Tourist destinations hope to achieve longevity of interest—they want people to come back year after year. In a broad sense, some places manage to pull that off, but they generally have to change with the times in order to keep visitors coming. But one destination puts every other to shame: La Cotte de St. Brelade, on the island of Jersey, was a tourist destination for 140,000 years.
Jersey, an island in the English Channel, is home to a cave that was repeatedly visited by Neanderthals between 180,000 and 40,000 years ago. They visited that cave over multiple generations, from quite far away, before there were even maps. They also made these journeys over multiple ice ages.
“La Cotte seems to have been a special place for Neanderthals,” says study lead author Dr. Andy Shaw of the University of Southampton. “They kept making deliberate journeys to reach the site over many, many generations. We can use the stone tools they left behind to map how they were moving through landscapes, which are now beneath the English Channel [due to the rise in sea levels after post-Ice Age ice cap melting].”
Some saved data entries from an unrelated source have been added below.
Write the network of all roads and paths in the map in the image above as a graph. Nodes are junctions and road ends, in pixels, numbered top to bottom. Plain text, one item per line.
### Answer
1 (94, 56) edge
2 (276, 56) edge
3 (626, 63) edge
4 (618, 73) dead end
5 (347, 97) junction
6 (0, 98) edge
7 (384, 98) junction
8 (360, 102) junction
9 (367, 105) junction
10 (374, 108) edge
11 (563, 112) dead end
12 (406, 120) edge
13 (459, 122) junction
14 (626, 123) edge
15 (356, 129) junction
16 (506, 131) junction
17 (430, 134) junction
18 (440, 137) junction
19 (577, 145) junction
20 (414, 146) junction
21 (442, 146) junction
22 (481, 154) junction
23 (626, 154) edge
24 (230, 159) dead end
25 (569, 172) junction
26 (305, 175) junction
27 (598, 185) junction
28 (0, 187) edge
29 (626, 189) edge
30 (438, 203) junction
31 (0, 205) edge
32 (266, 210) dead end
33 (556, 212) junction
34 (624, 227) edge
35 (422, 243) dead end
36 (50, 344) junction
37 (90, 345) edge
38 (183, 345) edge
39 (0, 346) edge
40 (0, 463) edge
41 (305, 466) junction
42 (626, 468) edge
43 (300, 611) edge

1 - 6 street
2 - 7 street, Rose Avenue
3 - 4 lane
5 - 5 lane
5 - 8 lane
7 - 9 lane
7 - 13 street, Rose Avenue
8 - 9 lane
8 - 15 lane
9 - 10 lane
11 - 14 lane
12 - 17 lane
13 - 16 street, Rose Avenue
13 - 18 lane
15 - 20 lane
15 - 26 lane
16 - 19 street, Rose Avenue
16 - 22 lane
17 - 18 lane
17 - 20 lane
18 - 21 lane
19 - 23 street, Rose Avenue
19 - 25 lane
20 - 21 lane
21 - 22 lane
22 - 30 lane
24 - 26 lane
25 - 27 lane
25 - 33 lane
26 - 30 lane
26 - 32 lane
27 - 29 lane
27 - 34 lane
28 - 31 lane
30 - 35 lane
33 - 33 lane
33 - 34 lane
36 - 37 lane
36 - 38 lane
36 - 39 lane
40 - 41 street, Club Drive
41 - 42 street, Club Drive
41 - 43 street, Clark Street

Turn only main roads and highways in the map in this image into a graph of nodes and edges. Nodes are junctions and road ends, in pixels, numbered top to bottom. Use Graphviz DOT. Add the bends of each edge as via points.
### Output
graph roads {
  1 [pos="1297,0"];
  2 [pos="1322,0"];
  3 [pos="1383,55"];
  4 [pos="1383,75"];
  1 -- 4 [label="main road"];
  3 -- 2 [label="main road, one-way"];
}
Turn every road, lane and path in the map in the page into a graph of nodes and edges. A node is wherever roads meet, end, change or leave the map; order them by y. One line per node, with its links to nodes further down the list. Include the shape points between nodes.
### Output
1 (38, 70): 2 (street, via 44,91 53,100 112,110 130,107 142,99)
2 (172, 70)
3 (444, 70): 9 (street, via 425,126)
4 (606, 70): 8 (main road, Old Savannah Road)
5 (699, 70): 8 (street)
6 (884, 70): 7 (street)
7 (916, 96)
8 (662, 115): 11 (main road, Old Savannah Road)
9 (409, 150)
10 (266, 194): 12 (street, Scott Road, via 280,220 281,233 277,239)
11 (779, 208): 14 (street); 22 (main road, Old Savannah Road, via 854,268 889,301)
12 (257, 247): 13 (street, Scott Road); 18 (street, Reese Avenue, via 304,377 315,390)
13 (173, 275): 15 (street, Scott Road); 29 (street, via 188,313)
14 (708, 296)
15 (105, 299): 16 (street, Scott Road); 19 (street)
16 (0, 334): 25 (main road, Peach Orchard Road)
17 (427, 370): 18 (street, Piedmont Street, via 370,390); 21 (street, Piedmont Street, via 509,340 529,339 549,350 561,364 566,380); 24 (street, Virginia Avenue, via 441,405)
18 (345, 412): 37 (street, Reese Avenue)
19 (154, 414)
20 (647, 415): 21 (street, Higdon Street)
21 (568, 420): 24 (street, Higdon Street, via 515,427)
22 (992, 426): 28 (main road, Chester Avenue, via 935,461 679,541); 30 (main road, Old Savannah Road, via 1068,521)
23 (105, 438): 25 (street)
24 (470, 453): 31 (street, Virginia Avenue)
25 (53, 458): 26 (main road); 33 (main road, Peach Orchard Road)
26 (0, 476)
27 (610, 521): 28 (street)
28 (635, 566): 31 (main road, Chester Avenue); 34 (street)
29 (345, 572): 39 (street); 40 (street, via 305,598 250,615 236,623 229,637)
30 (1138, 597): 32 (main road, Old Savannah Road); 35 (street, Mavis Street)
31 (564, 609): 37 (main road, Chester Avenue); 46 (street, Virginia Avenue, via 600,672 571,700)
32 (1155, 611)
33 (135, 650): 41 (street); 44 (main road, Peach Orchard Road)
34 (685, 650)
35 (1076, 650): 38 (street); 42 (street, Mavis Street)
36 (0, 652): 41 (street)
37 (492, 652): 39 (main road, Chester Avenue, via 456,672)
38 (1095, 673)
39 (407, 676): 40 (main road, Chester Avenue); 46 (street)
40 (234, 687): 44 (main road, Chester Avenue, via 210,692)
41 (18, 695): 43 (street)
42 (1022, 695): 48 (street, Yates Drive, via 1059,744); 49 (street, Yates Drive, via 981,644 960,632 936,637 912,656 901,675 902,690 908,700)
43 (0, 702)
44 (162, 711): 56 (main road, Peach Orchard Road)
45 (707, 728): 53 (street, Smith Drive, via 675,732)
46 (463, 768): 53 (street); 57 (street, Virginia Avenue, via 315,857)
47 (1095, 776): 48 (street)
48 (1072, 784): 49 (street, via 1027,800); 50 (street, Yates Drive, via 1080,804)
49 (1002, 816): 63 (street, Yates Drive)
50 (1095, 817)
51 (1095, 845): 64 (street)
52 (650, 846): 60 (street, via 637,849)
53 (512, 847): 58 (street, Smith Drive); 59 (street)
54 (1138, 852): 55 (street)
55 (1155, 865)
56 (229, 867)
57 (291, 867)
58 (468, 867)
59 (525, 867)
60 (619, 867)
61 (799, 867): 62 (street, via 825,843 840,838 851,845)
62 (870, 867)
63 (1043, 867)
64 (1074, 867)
While there is plenty of evidence that Neanderthals were visiting La Cotte and the surrounding area for tens of thousands of years, scientists don’t know why they did so. It could have been the simple fact that there was shelter available there, or that it was a pretty noticeable landmark. Maybe there were spiritual or cultural reasons to go there. Maybe it was just a convenient place to shelter while on a longer journey.
Discoveries like this are allowing archaeologists to learn more about Neanderthals each year. What is clear, despite the information that still remains to be deciphered about Jersey and what it means to prehistoric society, is that humans, and our close ancestors, have been quite mobile throughout the millennia.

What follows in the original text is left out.